Loch Fyne, viewed on the first leg of the Kintyre Way. Mist surrounded much of the landscape, but an occasional azure slit made it through the clouds.
Kintyre Way: Claonaig to Clachan, crossing Kintyre from East to West. Mostly meadows with a few scattered lochs.
Arion ater (European black slug). These terrestrial gastropods were seen frequently along the trail.
Kintyre Way: Clachan to Tayinloan. The water was crystal clear and lapped pleasantly along the multicolored smooth blue/red/grey stones.
Sunset in Tayinloan. Once the sun began to creep downward, we found a beach and appreciated a rare look at the sun setting over the Isles of Gigha, Islay, and Jura. Colors eventually drifted to pastels, and we passed a small camp of driftwood with various hanging shells.
Kintyre Way: Tayinloan to Carradale. The pinnacle of a steep climb through sodden mud was a walk through meadows of Scottish Heather to a view high above Kilbrannan Sound.
Saddell Bay – the location where Paul and Linda McCartney, along with the rest of Wings, filmed the ‘Mull of Kintyre’ music video (we of course played this on a small portable speaker we brought along for the occasion). This is Anthony Gormley’s sculpture of an iron life-sized geometric man. Saddell Castle is in the background. It was built by David Hamilton, Bishop of Argyll in 1508-1512.
JAC: You can see the music video here.
Kintyre Way: Carradale to Lussa Loch. What a trail! Described as impassible at high tide, and treacherous when wet. The path was stunning and over multiple moss-covered rocks and deceptive grass fields that commonly gave way to hidden pools of water.
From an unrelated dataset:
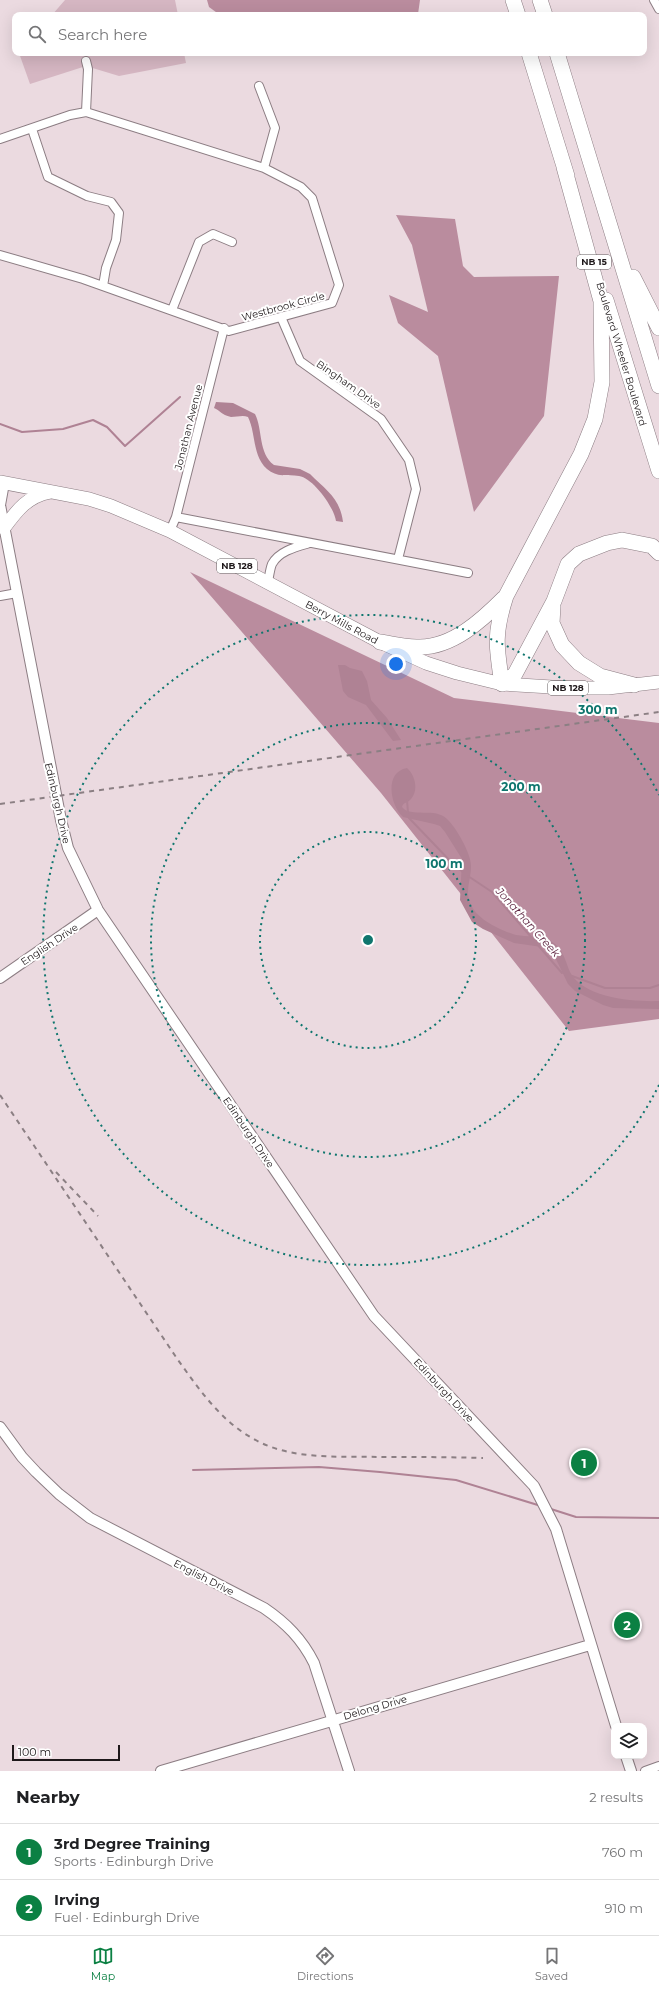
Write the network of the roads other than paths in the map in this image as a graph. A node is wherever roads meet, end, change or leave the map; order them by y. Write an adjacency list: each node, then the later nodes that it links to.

Kintyre Way: Campbeltown to Southend. A lovely walk, mostly along the coast.
The true Mull of Kintyre. The North Channel and Irish Sea were a stunning deep uniform blue. Eleven miles in the distance, we had a clear look at Ireland’s coastline. We zigged and zagged down to the lighthouse.
Kintyre Way: Southend to Machrihanish. The most challenging leg, but an incredible journey. When we met fellow walkers, they would simply relay ‘aye, you’ll know you’ve done it’ when we talked about this upcoming section. Mostly uphill in a ‘climb to the clouds’ sort of manner on wet, boggy ground. We again had views of the Northern coast of Ireland and stood for a time simply taking in the view – the peace – the EXPANSE of blue water before us with tiny white caps sprinkled here and there.
Kintyre Way: Southend to Machrihanish. The most treacherous/slick part of the walk. This fall-on-your shoulder/side/face/anything trail was worth it for the incredible views. Mountain goat country – we even saw a few in the distance.
An example of mild bog.
The Kintyre Way waymarker – blue poles visible on clear days, nearly invisible in thick fog! We got lost several times along the trail, but eventually found our way.